Le Ghana a officiellement achevé son programme de sauvetage de 3 milliards de dollars avec le Fonds monétaire international (FMI), conclu en 2023. Une sortie anticipée saluée par les deux parties, qui ouvre désormais une nouvelle phase centrée sur la consolidation budgétaire, la discipline macroéconomique et la poursuite des réformes structurelles.

Le gouvernement ghanéen et le FMI ont annoncé, vendredi 15 mai, la fin du programme de facilité élargie de crédit (FEC) conclu entre les deux parties.

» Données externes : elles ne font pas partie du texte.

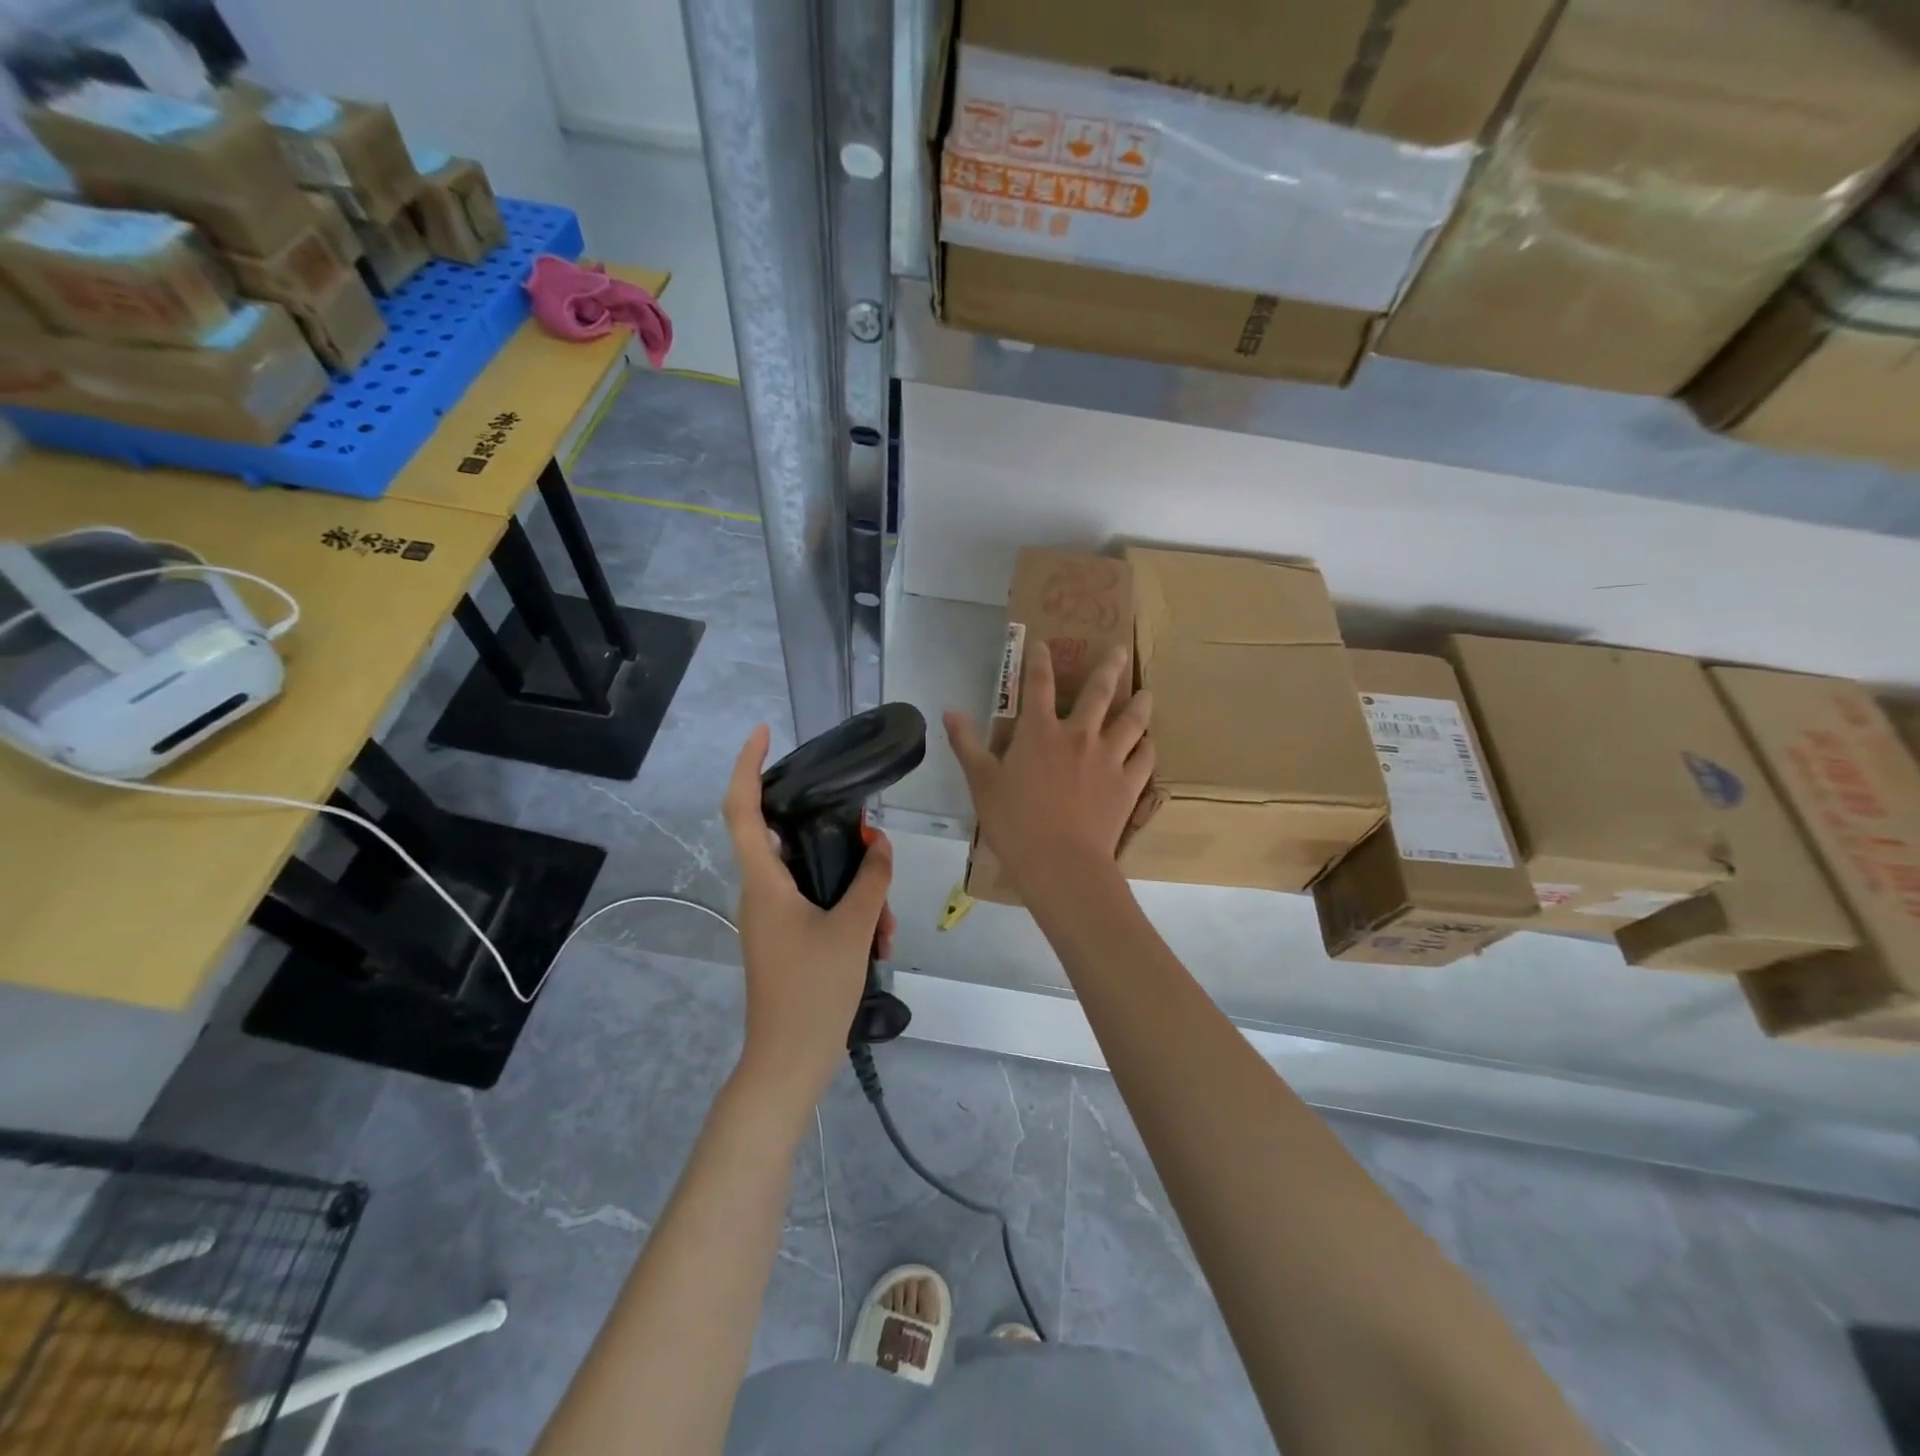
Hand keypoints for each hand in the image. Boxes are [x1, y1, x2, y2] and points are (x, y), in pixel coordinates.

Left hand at [722, 724, 894, 1110]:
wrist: (788, 1064)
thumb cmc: (812, 992)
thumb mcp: (852, 929)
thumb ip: (869, 879)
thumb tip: (878, 841)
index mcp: (763, 882)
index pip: (741, 809)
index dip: (747, 765)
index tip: (763, 732)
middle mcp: (760, 894)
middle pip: (790, 841)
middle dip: (836, 842)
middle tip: (871, 850)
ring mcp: (771, 919)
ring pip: (813, 879)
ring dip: (853, 891)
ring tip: (884, 925)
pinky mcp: (784, 939)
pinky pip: (816, 907)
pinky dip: (848, 914)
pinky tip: (877, 941)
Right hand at [945, 643, 1153, 898]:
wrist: (1060, 862)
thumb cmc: (1014, 822)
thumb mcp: (981, 782)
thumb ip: (966, 744)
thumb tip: (950, 711)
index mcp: (1039, 732)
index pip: (1039, 684)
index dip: (1039, 660)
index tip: (1044, 644)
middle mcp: (1079, 735)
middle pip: (1099, 692)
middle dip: (1109, 668)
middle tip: (1121, 651)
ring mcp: (1108, 758)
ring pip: (1131, 721)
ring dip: (1139, 703)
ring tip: (1146, 692)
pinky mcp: (1128, 784)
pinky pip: (1144, 758)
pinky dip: (1147, 747)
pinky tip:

Ce plan de 3 milliards de dollars, étalé sur 36 mois, visait à restaurer la stabilité macroéconomique et la viabilité de la dette du pays.
Selon les autorités ghanéennes, les objectifs ont été atteints «bien avant le calendrier initial», traduisant un redressement plus rapide que prévu des fondamentaux économiques.
À l’issue de la mission du FMI dans le pays, les deux parties ont également trouvé un accord au niveau des services sur un nouvel instrument de coordination des politiques (PCI), destiné à encadrer la phase post-programme.
Un nouvel instrument pour consolider les acquis
Le PCI, forme d’assistance technique et de suivi, doit permettre de maintenir les efforts d’assainissement budgétaire tout en soutenant la croissance.
Il repose sur plusieurs axes :
• la viabilité de la dette publique
• le renforcement de la transparence budgétaire
• l’amélioration de la gouvernance économique
• la stabilité du secteur financier
• la diversification de l’économie
Ce nouvel outil marque le passage d’un programme de redressement d’urgence à un cadre de gestion macroéconomique à moyen terme.
Des indicateurs économiques en nette amélioration
Le FMI souligne que le programme FEC a permis des progrès significatifs dans la stabilisation de l’économie ghanéenne.
L’inflation a reculé plus rapidement que prévu, tandis que la confiance dans le cedi s’est renforcée sur les marchés. La croissance économique, quant à elle, a dépassé les prévisions en 2025, soutenue par une reprise généralisée de l’activité.
Parallèlement, le Ghana a conclu plusieurs accords bilatéraux d’allègement de la dette avec ses créanciers officiels dans le cadre du traitement commun du G20, contribuant à soulager davantage ses finances publiques.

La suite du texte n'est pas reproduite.